O governo, por meio do ministro do Meio Ambiente, Ricardo
Salles, cortou 30% da verba orçamentária para prevenção e combate a queimadas
em florestas. O resultado dessas políticas antiambientais, antiamazônicas e
anti-indígenas está visível não só nas chamas e na fumaça.
Para um exemplo: na fogueira que hoje é o estado de Rondônia, em
2018 as grandes queimadas decresceram 39%, somando 2.456. Da posse de Bolsonaro
até a semana passada, aumentaram 164%, chegando a 6.484, conforme
acompanhamento do respeitável Instituto Nacional de Pesquisas Espaciais. Aí
está clara a culpa de Jair Bolsonaro, por indução verbal e facilitação
administrativa, pela ação incendiária que atinge, inclusive, reservas naturais e
reservas indígenas.
Bolsonaro já se dissera favorável à abertura da Amazônia para
empresas norte-americanas de exploração mineral. Especificou bem: não empresas
brasileiras, muito menos em geral, mas "americanas".
As queimadas,
portanto, abrem-lhe a oportunidade de avançar no seu plano.
Primeiro, manifestando o desejo de acordo com os Estados Unidos, e não com
europeus, para ação na Amazônia. Para logo continuar, aliás, repetindo-se:
"Reservas indígenas são prejudiciais ao progresso".
Era a trilha sonora para o embarque de Eduardo Bolsonaro e do
tradutor-ministro Ernesto Araújo rumo a Trump. Para uma conversinha fora da
agenda presidencial por urgência da necessidade ou, antes, da oportunidade.
O Bolsonaro que encaminha a entrega da Amazônia, não quer
matadores e milicianos presos "injustamente", avisa do "suicídio"

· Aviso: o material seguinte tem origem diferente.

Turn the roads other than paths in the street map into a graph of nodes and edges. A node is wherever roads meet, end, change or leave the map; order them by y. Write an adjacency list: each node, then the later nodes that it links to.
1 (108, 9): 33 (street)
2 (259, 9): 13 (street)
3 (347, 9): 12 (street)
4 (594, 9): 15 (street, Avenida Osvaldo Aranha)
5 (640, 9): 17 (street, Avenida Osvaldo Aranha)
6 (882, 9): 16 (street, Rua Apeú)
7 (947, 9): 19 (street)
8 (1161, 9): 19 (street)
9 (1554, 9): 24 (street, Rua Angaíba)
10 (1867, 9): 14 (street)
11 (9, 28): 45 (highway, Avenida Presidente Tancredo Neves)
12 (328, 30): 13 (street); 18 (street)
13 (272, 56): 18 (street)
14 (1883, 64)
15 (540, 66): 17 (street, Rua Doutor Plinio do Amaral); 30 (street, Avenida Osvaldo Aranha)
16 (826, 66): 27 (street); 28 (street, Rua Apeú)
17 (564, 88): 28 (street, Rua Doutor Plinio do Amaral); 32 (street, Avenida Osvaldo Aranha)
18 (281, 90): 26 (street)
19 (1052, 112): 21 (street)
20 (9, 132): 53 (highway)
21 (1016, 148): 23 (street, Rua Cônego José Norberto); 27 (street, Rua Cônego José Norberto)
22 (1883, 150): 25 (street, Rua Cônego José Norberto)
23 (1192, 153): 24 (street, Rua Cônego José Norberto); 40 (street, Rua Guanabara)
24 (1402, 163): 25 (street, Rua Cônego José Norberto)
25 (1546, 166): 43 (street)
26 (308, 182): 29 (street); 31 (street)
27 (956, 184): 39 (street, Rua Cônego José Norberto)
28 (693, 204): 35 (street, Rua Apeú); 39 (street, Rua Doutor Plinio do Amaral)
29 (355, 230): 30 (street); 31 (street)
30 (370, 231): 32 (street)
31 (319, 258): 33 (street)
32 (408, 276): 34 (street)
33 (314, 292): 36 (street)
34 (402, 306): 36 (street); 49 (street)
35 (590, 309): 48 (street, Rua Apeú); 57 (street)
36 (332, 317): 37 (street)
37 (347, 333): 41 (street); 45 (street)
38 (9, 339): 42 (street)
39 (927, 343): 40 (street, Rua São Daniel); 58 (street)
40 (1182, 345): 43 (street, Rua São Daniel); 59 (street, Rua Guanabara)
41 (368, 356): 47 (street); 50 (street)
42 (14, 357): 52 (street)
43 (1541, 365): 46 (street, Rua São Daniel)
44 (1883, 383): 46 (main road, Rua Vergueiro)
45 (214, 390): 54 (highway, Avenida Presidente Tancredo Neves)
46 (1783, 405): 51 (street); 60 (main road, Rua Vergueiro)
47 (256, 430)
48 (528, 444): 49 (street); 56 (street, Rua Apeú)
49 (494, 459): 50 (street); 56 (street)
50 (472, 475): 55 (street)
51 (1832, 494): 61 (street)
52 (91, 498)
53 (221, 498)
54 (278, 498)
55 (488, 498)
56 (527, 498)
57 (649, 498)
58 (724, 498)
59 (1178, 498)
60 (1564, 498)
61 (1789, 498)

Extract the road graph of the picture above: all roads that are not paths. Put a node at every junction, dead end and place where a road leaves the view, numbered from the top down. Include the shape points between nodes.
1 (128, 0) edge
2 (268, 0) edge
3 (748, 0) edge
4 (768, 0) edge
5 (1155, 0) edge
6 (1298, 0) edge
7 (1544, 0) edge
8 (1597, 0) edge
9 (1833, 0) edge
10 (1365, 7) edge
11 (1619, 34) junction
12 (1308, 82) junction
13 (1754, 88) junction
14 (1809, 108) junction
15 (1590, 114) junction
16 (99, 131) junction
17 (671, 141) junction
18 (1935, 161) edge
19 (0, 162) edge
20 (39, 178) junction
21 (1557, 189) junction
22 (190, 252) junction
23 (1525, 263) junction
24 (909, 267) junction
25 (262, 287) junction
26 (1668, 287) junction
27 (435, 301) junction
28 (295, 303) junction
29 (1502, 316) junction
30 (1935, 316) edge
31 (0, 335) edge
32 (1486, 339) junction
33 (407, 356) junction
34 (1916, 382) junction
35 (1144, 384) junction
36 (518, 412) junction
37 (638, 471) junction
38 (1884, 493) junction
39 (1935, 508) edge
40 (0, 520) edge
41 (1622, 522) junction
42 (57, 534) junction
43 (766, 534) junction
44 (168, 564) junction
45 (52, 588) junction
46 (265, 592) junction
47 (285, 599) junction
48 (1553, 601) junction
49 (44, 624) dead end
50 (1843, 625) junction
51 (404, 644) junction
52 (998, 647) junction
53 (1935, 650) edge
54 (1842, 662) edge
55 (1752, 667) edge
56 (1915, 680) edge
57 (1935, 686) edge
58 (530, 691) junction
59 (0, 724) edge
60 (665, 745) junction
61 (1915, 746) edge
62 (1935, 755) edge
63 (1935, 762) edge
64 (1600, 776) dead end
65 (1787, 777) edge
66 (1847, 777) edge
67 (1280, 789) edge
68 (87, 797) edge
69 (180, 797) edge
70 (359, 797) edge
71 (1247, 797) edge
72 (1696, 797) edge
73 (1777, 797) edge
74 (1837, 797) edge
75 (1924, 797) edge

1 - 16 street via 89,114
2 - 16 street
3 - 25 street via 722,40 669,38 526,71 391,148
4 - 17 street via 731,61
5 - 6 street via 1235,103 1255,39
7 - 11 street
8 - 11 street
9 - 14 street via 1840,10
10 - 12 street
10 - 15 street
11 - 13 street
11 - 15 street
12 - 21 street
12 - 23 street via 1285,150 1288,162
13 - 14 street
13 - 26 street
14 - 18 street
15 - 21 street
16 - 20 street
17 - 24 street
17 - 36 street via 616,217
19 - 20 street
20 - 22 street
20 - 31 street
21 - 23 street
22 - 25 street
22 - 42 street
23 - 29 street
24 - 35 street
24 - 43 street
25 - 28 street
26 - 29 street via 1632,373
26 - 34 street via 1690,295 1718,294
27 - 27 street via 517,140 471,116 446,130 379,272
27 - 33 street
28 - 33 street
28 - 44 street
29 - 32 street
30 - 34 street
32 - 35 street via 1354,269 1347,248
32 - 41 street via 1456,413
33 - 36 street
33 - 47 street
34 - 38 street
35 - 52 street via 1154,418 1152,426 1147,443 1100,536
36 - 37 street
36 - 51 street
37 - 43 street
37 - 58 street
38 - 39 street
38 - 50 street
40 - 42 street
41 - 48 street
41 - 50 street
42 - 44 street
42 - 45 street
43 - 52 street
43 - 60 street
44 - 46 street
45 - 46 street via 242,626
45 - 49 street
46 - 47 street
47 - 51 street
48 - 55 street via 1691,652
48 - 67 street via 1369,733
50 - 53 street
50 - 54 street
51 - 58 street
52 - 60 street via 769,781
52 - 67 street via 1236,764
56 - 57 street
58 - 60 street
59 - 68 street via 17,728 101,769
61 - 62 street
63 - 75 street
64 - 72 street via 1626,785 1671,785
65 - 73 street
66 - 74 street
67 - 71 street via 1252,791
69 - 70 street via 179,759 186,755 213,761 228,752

da imprensa, indispõe o Brasil pelo mundo afora, não se mostra temeroso de
objeção das chamadas instituições democráticas. De fato, por sua atitude de
espectadoras desinteressadas, não têm por que o preocupar. São coerentes com a
classe socioeconômica que as povoa.
E os militares, responsáveis, por ordem da Constituição, pela
legalidade nacional e pela soberania? Ora, a Constituição.